Civil rights leaders tried to restore calm before that main police assault. The historian, Fred Heatley and the Labour leader Erskine Holmes were seized by police and placed under armed guard in a tender. Attempts to break through police lines proved impossible. Marchers began to chant “Seig Heil” and for a half an hour the situation remained static. Police took advantage of hurried attempts to organise a panel of speakers, and get a public meeting under way, by forming yet another barricade at the rear of the parade. The crowd became more tightly packed between the lines of black uniforms, tenders and water cannon. After the last speaker addressed the gathering all hell broke loose.

BRUTAL CLASHES

Police clashed with marchers brutally and bloodily as people tried frantically to escape. There was, as the police had planned, no line of retreat, and so, symbolically, we could only but move forward.

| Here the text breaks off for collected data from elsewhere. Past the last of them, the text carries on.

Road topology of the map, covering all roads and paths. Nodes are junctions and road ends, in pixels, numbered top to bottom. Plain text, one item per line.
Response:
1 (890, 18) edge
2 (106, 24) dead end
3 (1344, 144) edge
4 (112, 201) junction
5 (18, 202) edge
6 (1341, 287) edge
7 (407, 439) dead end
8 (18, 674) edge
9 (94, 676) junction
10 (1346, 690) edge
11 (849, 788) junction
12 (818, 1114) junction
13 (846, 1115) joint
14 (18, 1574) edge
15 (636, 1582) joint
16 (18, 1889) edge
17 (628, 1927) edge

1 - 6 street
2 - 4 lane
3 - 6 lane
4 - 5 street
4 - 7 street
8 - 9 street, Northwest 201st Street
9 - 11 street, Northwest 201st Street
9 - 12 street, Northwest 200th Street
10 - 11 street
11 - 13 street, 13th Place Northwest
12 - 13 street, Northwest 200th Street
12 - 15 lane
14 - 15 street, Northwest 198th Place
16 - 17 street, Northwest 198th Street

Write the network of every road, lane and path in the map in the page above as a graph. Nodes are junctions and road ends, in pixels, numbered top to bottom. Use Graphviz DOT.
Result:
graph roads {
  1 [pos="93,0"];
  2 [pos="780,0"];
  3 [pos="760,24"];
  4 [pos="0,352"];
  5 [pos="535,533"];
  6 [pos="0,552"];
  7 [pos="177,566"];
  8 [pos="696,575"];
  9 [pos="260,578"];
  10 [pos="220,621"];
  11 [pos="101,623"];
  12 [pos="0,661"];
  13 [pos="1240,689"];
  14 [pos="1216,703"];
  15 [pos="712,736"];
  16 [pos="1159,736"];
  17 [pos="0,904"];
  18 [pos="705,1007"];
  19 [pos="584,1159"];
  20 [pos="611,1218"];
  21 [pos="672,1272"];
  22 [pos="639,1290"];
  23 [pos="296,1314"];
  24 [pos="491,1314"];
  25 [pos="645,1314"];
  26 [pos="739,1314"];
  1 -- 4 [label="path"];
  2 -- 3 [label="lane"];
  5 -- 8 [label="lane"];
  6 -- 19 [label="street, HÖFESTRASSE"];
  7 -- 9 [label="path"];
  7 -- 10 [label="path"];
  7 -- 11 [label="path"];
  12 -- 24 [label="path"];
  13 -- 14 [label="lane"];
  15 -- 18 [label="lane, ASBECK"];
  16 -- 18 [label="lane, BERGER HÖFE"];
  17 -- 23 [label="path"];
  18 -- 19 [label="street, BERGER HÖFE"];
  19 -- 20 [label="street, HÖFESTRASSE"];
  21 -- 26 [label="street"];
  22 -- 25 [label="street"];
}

The following reports and comments are taken from “The Derry Journal” of October 8, 1968. These reveal just some of the details of what happened at that historic march:

“As police attempted to drive the marchers back the injured were removed from the front of the conflict. Young men with blood streaming from head wounds were led away by onlookers and taken into nearby shops for attention before removal to hospital. Women caught up in the crowd screamed as they tried to get away and Mr. Mc Ateer later said that he saw a woman being struck in the mouth with a baton.

“The police water cannon were then brought into action and it drove through the crowd with both jets spraying at full pressure. It was followed into the crowd by a large number of steel-helmeted police with batons swinging. The police charged from both ends of the street as the marchers broke up in a bid to find a way through the barricades.

“The water cannon swept both sides of the street and at one stage on its way back elevated its line of fire to direct a jet through an open window on the first floor of a house where a television cameraman was filming. It then continued over Craigavon Bridge, with its jets hosing both footpaths. Hundreds of afternoon shoppers, many of them women and some accompanied by young children were caught in the deluge as the water carrier travelled to the Derry side of the bridge and continued round the roundabout at the foot of Carlisle Road, more than a quarter of a mile from the scene of the trouble.

“Meanwhile the bitter clash continued at Duke Street, as a result of which about thirty people were treated in hospital for head wounds, before the marchers were finally dispersed”.

Elsewhere, on page 8, one reads:

“None of the British MPs were hurt and after paying a visit to Altnagelvin Hospital, where they watched the injured being brought in, one of them, Mr. Kerr, said he was shocked by what he had seen. He said he would not care to comment further until he had made a full report to Mr. Callaghan.

“Mrs. Kerr said she dashed into a cafe when the violence started and while there she saw two young girls being brought in. They had been drenched and were in a very distressed condition, The police were grinning and appeared to be enjoying their work,” she said.

MASS MOVEMENT

One could finally conclude that on October 5, 1968, by courtesy of the RUC and an inflexible short-sighted Minister of Home Affairs, the Civil Rights Association was transformed from being a mere pressure group into a mass movement for reform. This happened almost immediately. At the turn of a switch millions heard of a place called “Northern Ireland” and learned a lot from actually seeing its method of policing in their very living rooms. They may have forgotten the name of that street where it all happened, but not the name of that Irish city. Thereafter, when Derry cried out for reform, the whole world was listening. Even Westminster could no longer afford to conveniently ignore what had been happening in this one-party state, which it had established by imposing partition, forty-eight years previously.